Riverview, Florida -- There's new information in the case out of Riverview, where mail belonging to hundreds of people was stolen Christmas morning.
Investigators say they now have what may be a description of the suspects' car and are asking the public for help.
U.S. Postal inspectors in Tampa, who've now joined the investigation, were sorting through the hundreds of cards, letters and mailers found scattered on the streets of three subdivisions.
The items Hillsborough County deputies weren't able to easily return on their own were brought back to the post office in Riverview Wednesday morning.
"We'll photocopy it so at least they know what was missing, but the evidence will remain here until we're done processing it, unless someone really needs that piece of evidence," said Postal Inspector Doug Smith.

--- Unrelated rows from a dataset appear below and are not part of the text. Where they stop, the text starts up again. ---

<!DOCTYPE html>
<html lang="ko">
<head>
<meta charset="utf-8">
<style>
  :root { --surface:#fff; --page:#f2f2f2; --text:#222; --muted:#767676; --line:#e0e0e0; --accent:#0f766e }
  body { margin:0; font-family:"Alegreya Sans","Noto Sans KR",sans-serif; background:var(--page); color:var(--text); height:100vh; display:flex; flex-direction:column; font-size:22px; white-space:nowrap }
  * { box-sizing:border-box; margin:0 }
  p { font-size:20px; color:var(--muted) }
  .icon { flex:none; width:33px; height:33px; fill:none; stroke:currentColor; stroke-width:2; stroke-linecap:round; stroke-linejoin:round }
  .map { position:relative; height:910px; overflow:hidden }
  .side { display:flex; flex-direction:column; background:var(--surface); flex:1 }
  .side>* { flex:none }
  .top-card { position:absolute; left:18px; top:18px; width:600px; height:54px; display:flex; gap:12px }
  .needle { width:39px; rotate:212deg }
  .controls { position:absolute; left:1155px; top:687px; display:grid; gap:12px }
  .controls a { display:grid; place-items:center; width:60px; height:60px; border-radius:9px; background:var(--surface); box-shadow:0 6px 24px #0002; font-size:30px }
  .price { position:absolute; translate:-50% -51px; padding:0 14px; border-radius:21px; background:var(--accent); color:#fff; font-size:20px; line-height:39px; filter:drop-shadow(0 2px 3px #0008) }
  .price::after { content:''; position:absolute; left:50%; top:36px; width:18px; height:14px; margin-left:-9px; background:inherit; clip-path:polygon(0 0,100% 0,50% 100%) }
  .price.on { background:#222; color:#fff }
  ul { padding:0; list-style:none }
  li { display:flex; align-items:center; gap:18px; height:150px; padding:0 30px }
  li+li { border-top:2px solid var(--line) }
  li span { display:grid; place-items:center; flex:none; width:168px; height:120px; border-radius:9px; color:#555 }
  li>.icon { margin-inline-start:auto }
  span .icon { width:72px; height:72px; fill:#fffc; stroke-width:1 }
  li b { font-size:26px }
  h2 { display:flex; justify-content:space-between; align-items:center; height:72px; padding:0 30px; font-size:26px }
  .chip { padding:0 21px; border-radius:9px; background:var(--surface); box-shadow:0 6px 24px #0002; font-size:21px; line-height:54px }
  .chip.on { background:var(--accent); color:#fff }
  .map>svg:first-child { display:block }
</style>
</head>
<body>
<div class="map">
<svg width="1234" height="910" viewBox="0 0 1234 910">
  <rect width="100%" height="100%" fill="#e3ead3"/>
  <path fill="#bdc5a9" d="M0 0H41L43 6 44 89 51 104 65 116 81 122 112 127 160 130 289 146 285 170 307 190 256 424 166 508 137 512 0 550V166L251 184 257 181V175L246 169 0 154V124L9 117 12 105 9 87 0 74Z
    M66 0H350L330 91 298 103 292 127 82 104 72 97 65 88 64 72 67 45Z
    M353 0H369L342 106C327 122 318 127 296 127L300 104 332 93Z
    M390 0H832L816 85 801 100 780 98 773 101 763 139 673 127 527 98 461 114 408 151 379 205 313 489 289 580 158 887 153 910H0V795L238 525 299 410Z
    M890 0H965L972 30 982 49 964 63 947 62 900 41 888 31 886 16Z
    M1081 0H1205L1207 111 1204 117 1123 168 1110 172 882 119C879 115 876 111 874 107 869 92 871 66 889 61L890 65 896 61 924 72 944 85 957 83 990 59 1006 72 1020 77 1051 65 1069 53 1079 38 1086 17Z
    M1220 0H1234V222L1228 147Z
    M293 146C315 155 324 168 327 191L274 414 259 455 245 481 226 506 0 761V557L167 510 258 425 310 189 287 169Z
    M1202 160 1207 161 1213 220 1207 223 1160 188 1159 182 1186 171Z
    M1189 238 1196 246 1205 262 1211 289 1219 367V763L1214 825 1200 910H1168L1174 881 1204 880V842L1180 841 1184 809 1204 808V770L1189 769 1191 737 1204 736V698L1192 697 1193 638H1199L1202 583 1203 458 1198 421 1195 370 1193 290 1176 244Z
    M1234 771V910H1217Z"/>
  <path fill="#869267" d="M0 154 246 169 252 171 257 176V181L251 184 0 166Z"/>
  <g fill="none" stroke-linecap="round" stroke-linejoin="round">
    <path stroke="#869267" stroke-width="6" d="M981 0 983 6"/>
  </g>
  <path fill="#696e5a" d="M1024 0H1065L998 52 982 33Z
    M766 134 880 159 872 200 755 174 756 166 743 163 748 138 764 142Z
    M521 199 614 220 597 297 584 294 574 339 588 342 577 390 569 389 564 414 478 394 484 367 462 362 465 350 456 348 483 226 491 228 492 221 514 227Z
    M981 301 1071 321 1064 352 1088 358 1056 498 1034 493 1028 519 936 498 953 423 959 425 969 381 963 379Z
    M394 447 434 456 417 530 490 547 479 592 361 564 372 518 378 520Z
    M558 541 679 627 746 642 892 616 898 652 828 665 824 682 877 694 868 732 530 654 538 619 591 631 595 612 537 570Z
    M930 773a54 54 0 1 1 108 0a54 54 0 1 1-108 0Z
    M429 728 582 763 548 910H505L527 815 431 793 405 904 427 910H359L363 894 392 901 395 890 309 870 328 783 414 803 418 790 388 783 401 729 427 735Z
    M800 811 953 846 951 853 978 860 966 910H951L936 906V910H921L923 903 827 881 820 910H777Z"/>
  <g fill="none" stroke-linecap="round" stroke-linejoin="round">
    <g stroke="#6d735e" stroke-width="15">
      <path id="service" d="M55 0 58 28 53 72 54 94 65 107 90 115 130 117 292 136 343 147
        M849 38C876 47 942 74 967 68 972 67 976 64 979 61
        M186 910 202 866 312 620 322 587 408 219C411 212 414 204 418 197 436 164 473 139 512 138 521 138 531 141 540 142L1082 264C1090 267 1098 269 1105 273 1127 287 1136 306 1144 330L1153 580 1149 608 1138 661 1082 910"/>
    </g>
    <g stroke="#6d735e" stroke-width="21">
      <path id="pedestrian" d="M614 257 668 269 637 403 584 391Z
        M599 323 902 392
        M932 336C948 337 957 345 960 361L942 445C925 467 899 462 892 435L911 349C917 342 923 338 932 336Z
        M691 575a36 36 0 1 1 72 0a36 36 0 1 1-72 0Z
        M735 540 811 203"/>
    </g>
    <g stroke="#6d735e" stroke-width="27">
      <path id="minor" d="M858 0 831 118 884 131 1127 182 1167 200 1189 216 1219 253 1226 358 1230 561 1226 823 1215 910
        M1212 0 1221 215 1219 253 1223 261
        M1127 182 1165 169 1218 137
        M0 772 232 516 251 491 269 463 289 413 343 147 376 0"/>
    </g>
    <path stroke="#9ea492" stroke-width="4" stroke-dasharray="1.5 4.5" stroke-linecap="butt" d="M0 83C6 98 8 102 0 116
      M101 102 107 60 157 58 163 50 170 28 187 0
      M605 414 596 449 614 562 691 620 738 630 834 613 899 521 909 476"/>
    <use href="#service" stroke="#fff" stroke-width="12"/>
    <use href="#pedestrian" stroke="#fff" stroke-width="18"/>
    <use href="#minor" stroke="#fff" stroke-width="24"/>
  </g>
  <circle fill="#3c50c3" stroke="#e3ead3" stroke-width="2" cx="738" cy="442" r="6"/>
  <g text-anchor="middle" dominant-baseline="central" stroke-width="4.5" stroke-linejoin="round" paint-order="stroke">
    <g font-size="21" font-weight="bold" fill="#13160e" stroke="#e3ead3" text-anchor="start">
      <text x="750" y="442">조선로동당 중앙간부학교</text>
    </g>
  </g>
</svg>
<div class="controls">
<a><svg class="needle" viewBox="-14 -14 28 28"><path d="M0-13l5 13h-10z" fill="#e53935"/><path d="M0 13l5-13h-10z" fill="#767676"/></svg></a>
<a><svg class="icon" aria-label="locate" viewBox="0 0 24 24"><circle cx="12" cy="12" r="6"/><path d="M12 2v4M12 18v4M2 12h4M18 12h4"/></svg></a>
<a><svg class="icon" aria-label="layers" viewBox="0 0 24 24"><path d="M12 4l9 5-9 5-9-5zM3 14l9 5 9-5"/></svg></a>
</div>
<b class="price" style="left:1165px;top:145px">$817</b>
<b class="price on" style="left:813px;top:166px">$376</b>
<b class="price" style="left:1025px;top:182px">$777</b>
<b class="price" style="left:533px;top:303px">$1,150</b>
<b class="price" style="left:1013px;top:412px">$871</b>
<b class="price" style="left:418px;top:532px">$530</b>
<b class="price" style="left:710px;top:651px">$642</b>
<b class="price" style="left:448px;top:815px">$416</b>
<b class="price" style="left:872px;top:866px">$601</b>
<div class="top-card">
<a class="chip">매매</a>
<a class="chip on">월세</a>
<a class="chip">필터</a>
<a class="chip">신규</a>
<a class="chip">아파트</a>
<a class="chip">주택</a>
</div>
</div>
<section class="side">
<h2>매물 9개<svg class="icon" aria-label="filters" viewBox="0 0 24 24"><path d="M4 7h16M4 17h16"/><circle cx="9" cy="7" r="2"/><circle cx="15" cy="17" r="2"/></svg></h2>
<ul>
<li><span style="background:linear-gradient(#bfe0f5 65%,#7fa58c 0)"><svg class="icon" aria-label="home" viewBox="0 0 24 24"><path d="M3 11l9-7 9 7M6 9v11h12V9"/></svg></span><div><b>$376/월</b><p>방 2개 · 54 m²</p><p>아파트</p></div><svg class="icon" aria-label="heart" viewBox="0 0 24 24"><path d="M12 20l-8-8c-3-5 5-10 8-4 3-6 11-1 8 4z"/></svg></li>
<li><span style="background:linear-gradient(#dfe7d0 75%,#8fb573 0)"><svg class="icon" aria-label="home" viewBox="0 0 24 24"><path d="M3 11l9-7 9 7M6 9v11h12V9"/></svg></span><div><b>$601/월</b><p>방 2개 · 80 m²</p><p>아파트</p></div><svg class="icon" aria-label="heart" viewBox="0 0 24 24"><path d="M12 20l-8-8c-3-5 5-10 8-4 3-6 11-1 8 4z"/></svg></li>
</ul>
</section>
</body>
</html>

While several bills, even bank and brokerage statements remained unopened, it was the handwritten cards and letters that the thieves seemed to target.
Officials say that further suggests the thieves were after fast cash.
"Just based on the day, I would suspect that it was either searching for gift cards or for money," said Smith.
Inspectors were also back in the neighborhoods Wednesday, asking anyone with a business or home security system to check and see if they may have captured images of the suspects.
At least two suspicious activity calls were made to the Hillsborough County Sheriff's office between 5 and 6 a.m. Christmas morning.
Both described a gold, tan or white-colored 4-door sedan with several occupants seen looking into, and possibly removing mail from mailboxes.
Livie Parent, who was just finding out about the ripoff since she'd been out of town for the holiday, was concerned something sent to her may be missing.
"Maybe they sent them. I never received them," she said, "If you want gift cards, do like everybody else. Earn it. Don't go around and take people's things."
Amy Kaaa agreed. Deputies returned most of her mail, but the Postal Inspector's office still had more of it.
She wants whoever did this punished.
"Sure, why not? I mean, they broke the law," said Kaaa, "They should pay the price."
And it could be a steep price at that. If convicted, those responsible could face up to five years in federal prison.
Post Office officials say this type of crime has become increasingly common this time of year. They suggest you retrieve your mail from your mailbox as quickly as possible after you get home.